Power Supply for Nema 17 motors

I'm using below things to make cnc plotter and cnc lathe :

3x Nema 17 Motor
1x CNC shield v3
4x DRV8825 driver
3x Endstop
1x Arduino UNO

My question is :

Some where in the post I read that if there is a CNC with 3 motors for 3-axis than at a time only one motor is active.
Is this true if I run the program with GRBL using Ardunio UNO? And need the power supply of one motor for running 3 motors?

No. Stepper motors need to be powered all the time. 3 motors sitting stationary uses almost as much as 3 motors moving simultaneously.

Size your power supply for all 3 motors to draw full current at the same time. Don't forget that each stepper has 2 coils so the "1A current limit" means a motor may (rarely) draw 2A.

However the DRV8825 does act as an efficient step-down converter so the current at the motor coils is more than the 12V power supply delivers.

Size your power supply for all 3 motors to draw full current at the same time. Don't forget that each stepper has 2 coils so the "1A current limit" means a motor may (rarely) draw 2A.

No, the motor draws 1.4A max, since the current is quadrature with 1A amplitude. In otherwords the
total current is abs(sin(x))+abs(cos(x))

For one motor, power supply needed is :

Current => 1.4A x 2 = 2.8A
Voltage => 12volt

(Since I first need to test with one motor)

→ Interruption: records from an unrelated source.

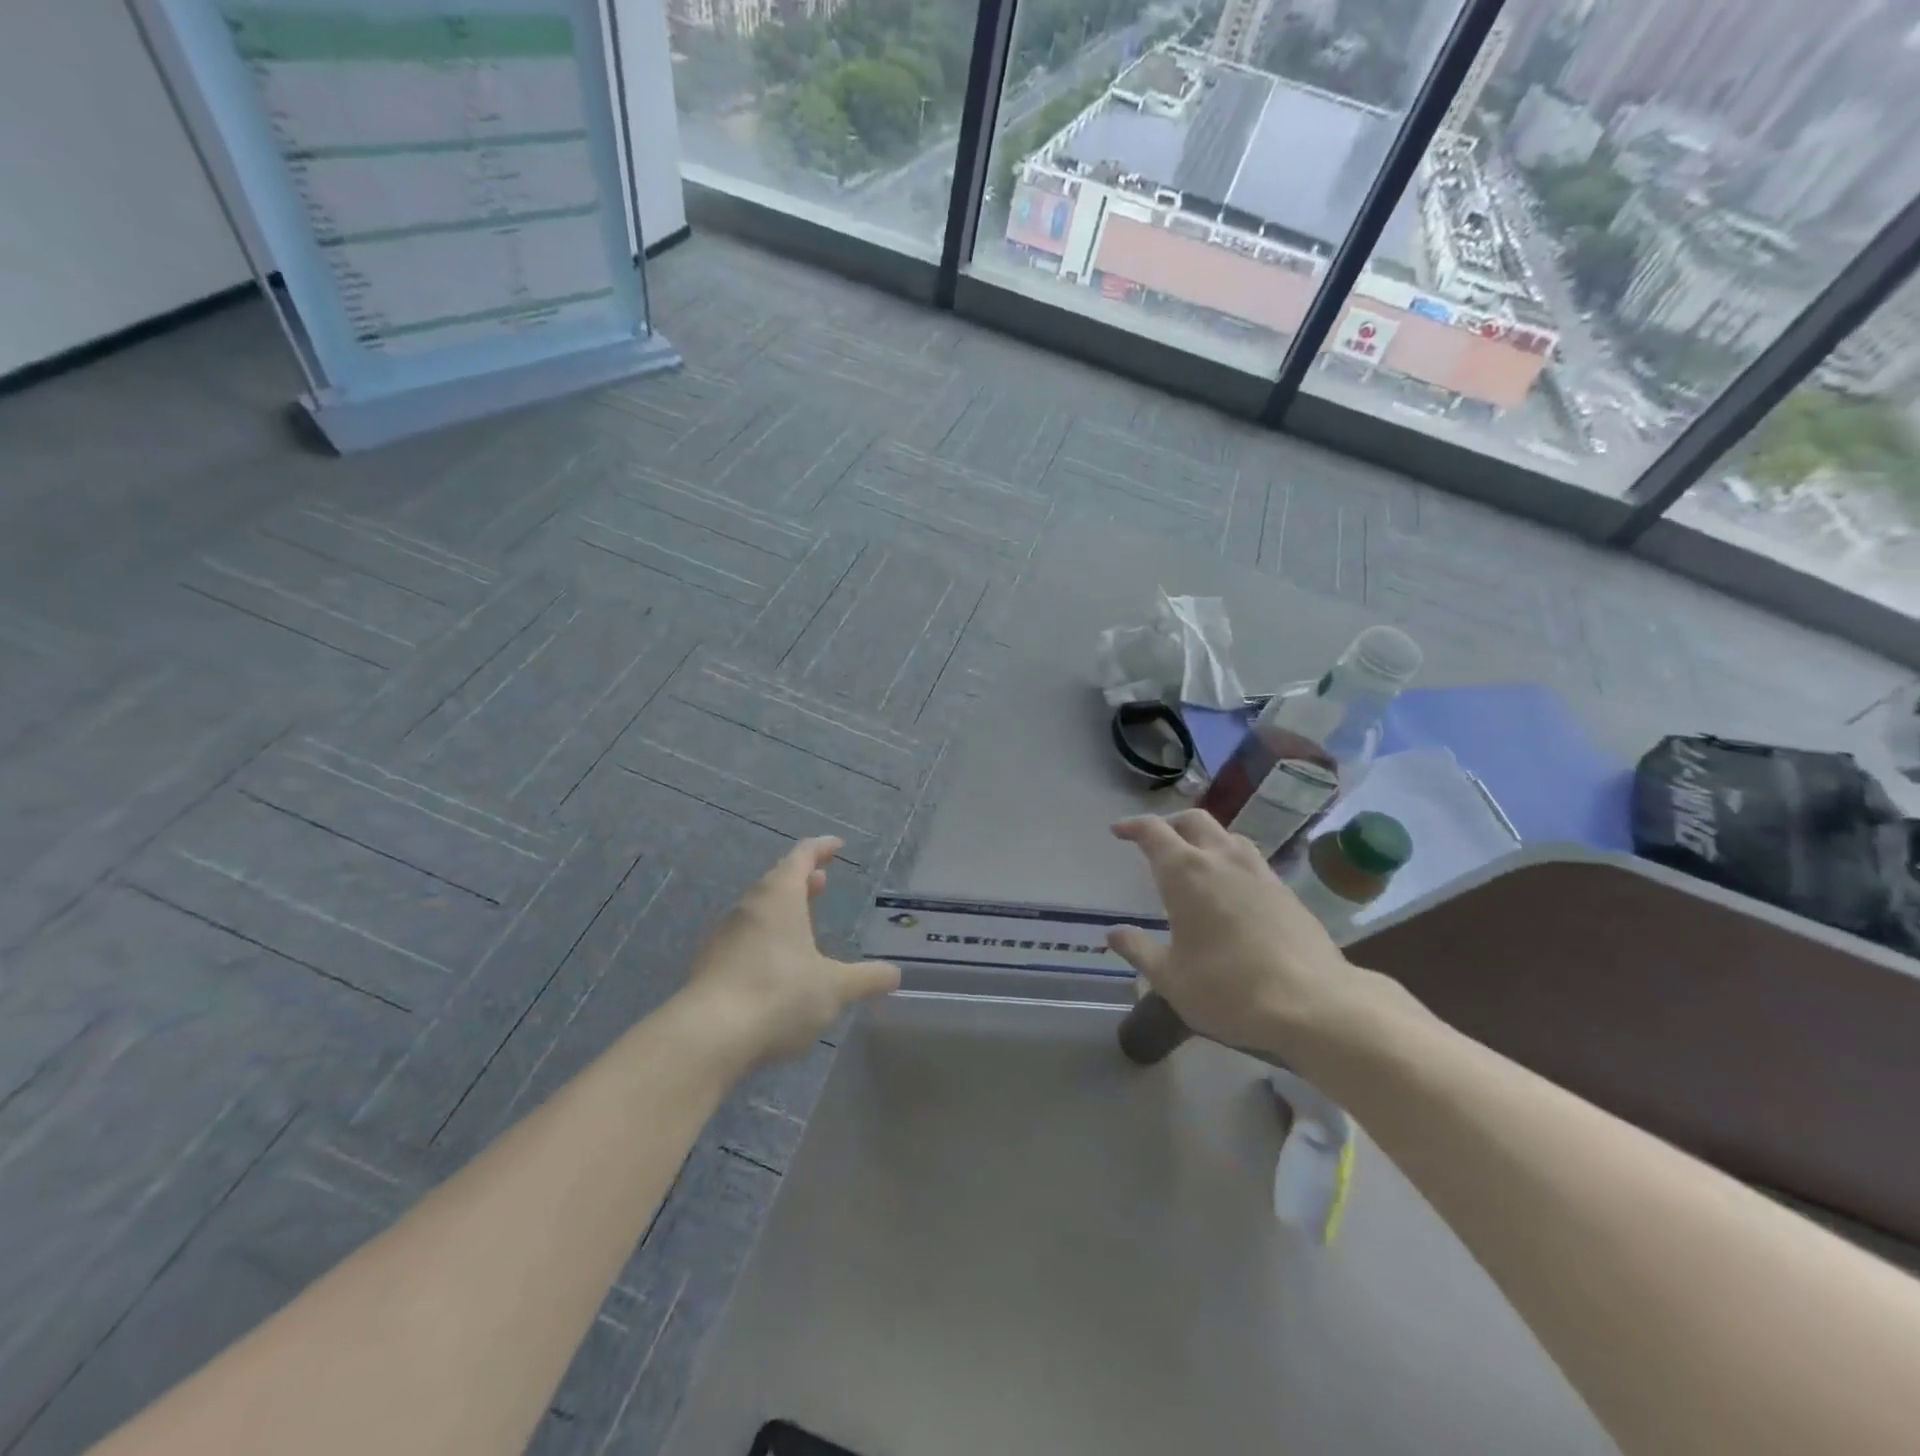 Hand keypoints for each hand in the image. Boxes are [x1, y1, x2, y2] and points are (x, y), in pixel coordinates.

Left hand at [681, 836, 899, 1065]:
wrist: (707, 1036)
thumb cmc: (778, 994)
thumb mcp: (834, 988)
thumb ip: (866, 978)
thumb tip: (894, 974)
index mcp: (779, 897)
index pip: (801, 856)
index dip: (821, 848)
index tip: (836, 845)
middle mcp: (748, 907)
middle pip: (776, 880)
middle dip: (801, 879)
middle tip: (822, 881)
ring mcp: (724, 935)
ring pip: (758, 909)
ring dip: (782, 908)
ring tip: (803, 921)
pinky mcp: (710, 964)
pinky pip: (744, 937)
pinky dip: (765, 936)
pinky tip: (777, 962)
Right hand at [1106, 811, 1379, 1058]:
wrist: (1314, 1004)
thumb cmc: (1228, 989)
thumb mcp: (1170, 978)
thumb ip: (1138, 950)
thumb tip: (1113, 933)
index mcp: (1186, 872)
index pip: (1153, 831)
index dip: (1133, 826)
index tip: (1119, 831)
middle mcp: (1222, 860)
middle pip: (1193, 820)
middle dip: (1170, 824)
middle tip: (1156, 841)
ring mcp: (1259, 872)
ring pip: (1228, 836)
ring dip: (1205, 839)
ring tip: (1195, 861)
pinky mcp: (1287, 891)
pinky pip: (1252, 861)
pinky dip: (1232, 862)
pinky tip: (1232, 891) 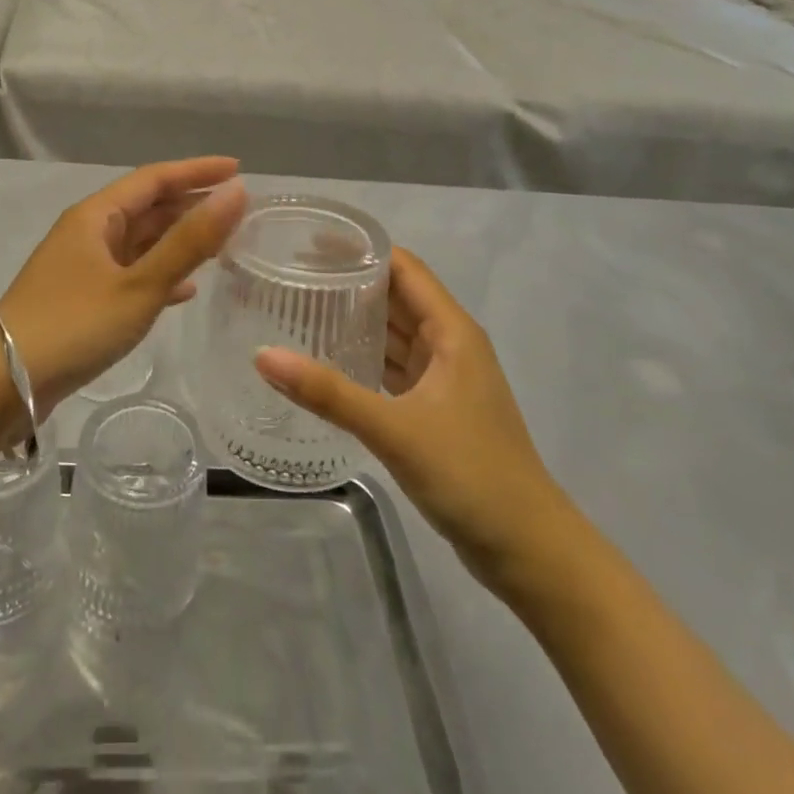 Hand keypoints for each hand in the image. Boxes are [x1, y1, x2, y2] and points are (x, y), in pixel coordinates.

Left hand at [0, 158, 248, 413]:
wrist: (3, 382)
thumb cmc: (74, 325)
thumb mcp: (140, 284)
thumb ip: (190, 241)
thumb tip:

For three motor, power supply needed is :

Current => 1.4A x 2 x 3 = 8.4A
Voltage => 12volt

==============================================

Which is the best device to supply the power, as I need variable power supply?

Shanki:
For one motor, power supply needed is :

Current => 1.4A x 2 = 2.8A
Voltage => 12volt

(Since I first need to test with one motor)

For three motor, power supply needed is :

Current => 1.4A x 2 x 3 = 8.4A
Voltage => 12volt

==============================================

Which is the best device to supply the power, as I need variable power supply?

I dispute this - you don't understand stepper drivers are constant-current power conversion
circuits, typically the supply current is a lot less than the motor winding current.

And as I pointed out a 1A motor uses 1.4A max because its driven in quadrature.

Shanki:
For one motor, power supply needed is :

Current => 1.4A x 2 = 2.8A
Voltage => 12volt

(Since I first need to test with one motor)

For three motor, power supply needed is :

Current => 1.4A x 2 x 3 = 8.4A
Voltage => 12volt

==============================================

Which is the best device to supply the power, as I need variable power supply?

Mark is right. You haven't converted the voltage.

Yes, the quadrature drive means it uses 1.4 times the single-coil current but 2 is a good number to use to give some headroom (spare capacity) for the power supply, which allows for conversion losses and anything else you didn't think of.

You need to know the power that the motor is using. A typical NEMA-17 motor has a resistance of 1.65 Ohms per coil. At 1.4A, this only takes 2.3V to drive that current. So the coil is using 3.2W of power. Multiply by 2 (1.4 plus headroom) and multiply by the number of motors (3). I get 19W in my calculations. Find a power supply of at least 20W, maybe 25-30W would be good. For a 12V supply, that would be 2A to 2.5A. Much smaller than 8.4A.

Thanks for reply, Now I get more clear understanding about the stepper motor and it's driver functionality.

I ordered CNC KIT from amazon

Motor details for NEMA 17 STEPPER MOTOR :

Voltage : 3-6 V
Current : 1.7 A
Torque : 4 Kg-cm
Step Angle: 1.8 deg / step Motor
Width: 42mm x 42mm Total length: 38 mm
Shaft Diameter: 5mm Shafts
Length: 20mm Weight: 250 grams.

I have one query regarding this KIT :
In CNC shield it mention that input voltage should be between 12-36 volt, but motor input voltage is between 3-6 voltage.
If I supply 12volt to the CNC shield v3, would it damage the stepper motor or it will handle the extra voltage?

If I supply 12volt to the CNC shield v3, would it damage the stepper motor or it will handle the extra voltage?

No, the stepper driver limits the motor current. Be sure that the current limit is adjusted correctly.

Motors will perform better if you use higher voltages, up to the recommended maximum of 36V.